We are talking real power here. It’s basically a corporate supported version of Htag, which is a monumental single-developer effort with similar capability. Another much older product it resembles is Muntjac, which is a port of Vaadin to Python and no longer actively supported.
Discussions#
“Combining Flet with FastAPI“ “Python is great for GUI (UI)/Front End Design . If you really want to give your boring Python Script a nice looking User Interface, then you definitely should check out this 30-min Tutorial. A Flutter for Python Library called Flet will be used here. And it is Cross Platformed !“
Nagare#
Nagare has earned a class A ranking. It has been around for over a decade and was one of the first frameworks to offer a pure python approach to web application development. It is very complete and their consulting firm has delivered several impressive large-scale apps. They were very supportive of me when I deployed an application to a Fortune 500 company using it. It is very much a work of art and creativity.
That being said, it has simple JS to Python transpilation only, primarily limited to the “onclick” event of a link/button..
It was inspired by the Seaside framework for smalltalk.
It is based on component-based OO instead of inheritance.
It is not designed to leverage all the power in Javascript to create reactive, highly interactive apps.
That being said, if your desire is object-oriented HTML production interfaced to an object-relational store on the back (SQLAlchemy), it is very Zen for this purpose.
It is categorized as class A because it can solve problems. It borders on Class B because it cannot offer all javascript functionality. Also, the author of nagare did not make good on his promise to integrate muntjac into Nagare. Muntjac was a Python program that brought the entire Vaadin widget set into Python, making for good-looking professional web apps.
Reahl#
Reahl is another tool barely hanging onto Class A rating. The main positive attribute of this framework is that it has tons of widgets out of the box for everything to do full-fledged web applications. I used it on a consulting project and did not have to look outside of it for anything.

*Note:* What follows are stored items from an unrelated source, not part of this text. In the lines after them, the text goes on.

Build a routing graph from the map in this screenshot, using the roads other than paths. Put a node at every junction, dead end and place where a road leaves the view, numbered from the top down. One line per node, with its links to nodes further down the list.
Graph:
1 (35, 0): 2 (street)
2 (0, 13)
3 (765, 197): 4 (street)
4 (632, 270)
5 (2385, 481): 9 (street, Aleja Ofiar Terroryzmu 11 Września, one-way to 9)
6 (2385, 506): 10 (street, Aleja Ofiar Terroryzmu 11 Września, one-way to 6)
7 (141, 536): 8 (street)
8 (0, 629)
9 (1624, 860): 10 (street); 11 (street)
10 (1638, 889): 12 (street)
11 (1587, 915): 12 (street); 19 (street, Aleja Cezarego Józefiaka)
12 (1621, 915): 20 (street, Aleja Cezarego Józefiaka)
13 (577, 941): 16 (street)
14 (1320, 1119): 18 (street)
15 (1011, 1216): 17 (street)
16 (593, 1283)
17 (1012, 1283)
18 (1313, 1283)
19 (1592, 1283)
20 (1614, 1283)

The authors are very intelligent and responsive. I would encourage you to study it’s approach to web application development carefully before choosing it. Also read the discussion group and closed issues. To be frank, I do not see eye-to-eye with the developers on certain choices. But all in all, I have nothing but praise for how much rapid support they gave me on a corporate project I did with Reahl that was completed successfully. While both Nagare and Reahl are object-oriented super-mature systems, they embrace OO Python in drastically different ways.
PuePy#
[PuePy](https://puepy.dev/ is a reactive frontend framework written entirely in Python and heavily inspired by Vue.js. Both in Web Assembly (via PyScript), PuePy lets developers choose between a full-featured CPython/Pyodide runtime or a MicroPython runtime. With pages, components, and an optional-client side router, localstorage and sessionstorage proxies, and the ability to use Web Components directly, PuePy is ideal for line-of-business or single page apps. To see an example app demonstrating PuePy’s capabilities, see ExpenseLemur.com and its source code.